Taken from : http://popstalinist.blogspot.com/2010/0 ... -2010.html
Anodyne used to be on Skam, the fabled label run by early-mid 90's Autechre, the original home of Boards of Canada and others. After over a decade of relative silence, Anodyne is back supporting Autechre on their recent European tour and coming out with their first album in 14 years, Corrosion.
I started off as an IDM kid, as you might know. Over 10 years since the zenith of that particular scene, the signature Artificial Intelligence sound is becoming harder and harder to find - so many acts have gone off in different directions, to more straightforward acid sounds (AFX, Luke Vibert), to jazz (Squarepusher, Plaid), techno (The Black Dog) or to silence (Boards of Canada). Corrosion sounds out of time, sounding at first like a forgotten early-90's Warp album only recently uncovered and released, before it starts to take on the characteristics of many recognizable strains of IDM. It's sort of a "super IDM" album.
The common frame of reference is early Autechre. We're talking Incunabula here - there are the looming, dystopic sci-fi synth pads and majestic swoops of that era in the IDM luminaries' sound, but this album is a relic of those times when IDM was electronic dance music that you could listen to through headphones. This is a dance record. The first track " even with its dreamy, echoing synths, retains the muscular bass and 4/4 beat of club music, and the dark, unmistakably Skam-esque "Close Your Eyes" breaks down into acid house sequencing in the final minutes of the song. The propulsive drum and bass of "Awaken from your Dream" late Aphex Twin crossed with the almost church-like organic synth sensibility of Boards of Canada.

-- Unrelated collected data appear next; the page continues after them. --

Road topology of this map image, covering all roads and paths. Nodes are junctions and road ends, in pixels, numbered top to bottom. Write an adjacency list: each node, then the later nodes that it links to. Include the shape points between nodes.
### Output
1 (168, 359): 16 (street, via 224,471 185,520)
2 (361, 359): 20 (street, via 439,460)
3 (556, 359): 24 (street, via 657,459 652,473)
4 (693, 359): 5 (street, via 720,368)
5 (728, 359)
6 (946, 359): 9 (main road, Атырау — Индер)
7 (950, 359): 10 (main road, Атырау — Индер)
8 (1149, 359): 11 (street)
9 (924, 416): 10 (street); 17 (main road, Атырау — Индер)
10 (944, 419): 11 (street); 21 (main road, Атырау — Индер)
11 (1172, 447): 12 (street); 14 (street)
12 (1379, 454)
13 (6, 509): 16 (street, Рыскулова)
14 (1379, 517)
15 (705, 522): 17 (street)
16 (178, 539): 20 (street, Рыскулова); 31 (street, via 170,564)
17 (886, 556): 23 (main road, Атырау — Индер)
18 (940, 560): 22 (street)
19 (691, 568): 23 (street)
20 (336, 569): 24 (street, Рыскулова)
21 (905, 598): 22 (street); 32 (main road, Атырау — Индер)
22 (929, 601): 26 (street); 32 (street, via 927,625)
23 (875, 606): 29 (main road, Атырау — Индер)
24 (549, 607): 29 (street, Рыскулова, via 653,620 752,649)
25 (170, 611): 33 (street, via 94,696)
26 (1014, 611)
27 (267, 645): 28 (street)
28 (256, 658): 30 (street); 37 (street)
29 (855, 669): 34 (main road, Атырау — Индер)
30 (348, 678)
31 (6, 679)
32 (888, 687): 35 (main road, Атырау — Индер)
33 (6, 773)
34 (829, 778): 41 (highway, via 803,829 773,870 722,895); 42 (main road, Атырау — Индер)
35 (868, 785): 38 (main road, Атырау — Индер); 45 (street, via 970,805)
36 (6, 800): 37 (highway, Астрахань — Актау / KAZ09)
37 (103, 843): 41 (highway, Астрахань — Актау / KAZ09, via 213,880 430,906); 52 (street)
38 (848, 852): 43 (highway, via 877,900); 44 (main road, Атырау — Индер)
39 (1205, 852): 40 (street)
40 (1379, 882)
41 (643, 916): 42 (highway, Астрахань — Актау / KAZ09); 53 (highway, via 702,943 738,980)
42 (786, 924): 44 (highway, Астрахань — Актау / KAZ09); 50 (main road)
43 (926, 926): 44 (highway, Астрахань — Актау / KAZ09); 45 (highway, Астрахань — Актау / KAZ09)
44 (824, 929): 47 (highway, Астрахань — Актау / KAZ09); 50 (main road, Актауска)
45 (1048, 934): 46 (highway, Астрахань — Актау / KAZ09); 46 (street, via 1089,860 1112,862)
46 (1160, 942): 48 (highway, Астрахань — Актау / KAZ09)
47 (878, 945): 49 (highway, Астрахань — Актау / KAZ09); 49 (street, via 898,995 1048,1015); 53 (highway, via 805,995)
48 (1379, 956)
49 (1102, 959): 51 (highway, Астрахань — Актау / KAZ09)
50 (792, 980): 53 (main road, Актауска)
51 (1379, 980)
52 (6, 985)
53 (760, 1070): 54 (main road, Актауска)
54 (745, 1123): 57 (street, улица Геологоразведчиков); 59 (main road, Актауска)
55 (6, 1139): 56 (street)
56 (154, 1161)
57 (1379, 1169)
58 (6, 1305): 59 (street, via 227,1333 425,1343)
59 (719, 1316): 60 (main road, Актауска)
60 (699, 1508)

Title track "Corrosion" is straight out of Incunabula, with its robotic drum break and its booming, dark rave bass. "Darken" starts off bordering on EBM before transitioning into hard acid. "Goodbye is Never Enough" gives a brief reprieve back through the austere, bottomless soundscapes of early Autechre before coming back to hardcore dark rave in "Wasteland", sounding almost like a lost Filth-era Venetian Snares track before those familiar haunting synths start floating around on top of it. "707" moves the Autechre comparisons forward a bit, to the towering sci-fi epics of Tri Repetae ++. It's the breakout track on a strong album.
"Chemical Sunset" is something of a misstep, its overabundant attitude and booming 4/4 beat running roughshod over all other elements of the song. "Haze" recalls the dark rave that Detrimentalist-era Venetian Snares evoked so well - the addition of acid bass later in the song makes it sound like a particularly good Last Step tune. "Walk Into Darkness" follows along those same lines, with an even bigger, thudding rhythm before shifting into seriously dancefloor-ready breaks. By all rights, it should be tearing up any goth / EBM night it gets dropped into. The final track, "Alchemy", with its shuffling beat and distant pads, gives way to a seriously fantastic rave buildup, a great way to end the album.
I'm doing Anodyne a disservice by describing (and thus defining) their music strictly in terms of the output of other artists, but it's just too difficult to describe music as "IDM" and leave that as a good descriptor of what it sounds like, and it's just not often that a record like this comes out, these days. Anodyne has a very distinct take on what we know of as IDM, one that's darker and more dancefloor-oriented than you might expect. Definitely worth a listen for fans of any of the artists I mentioned.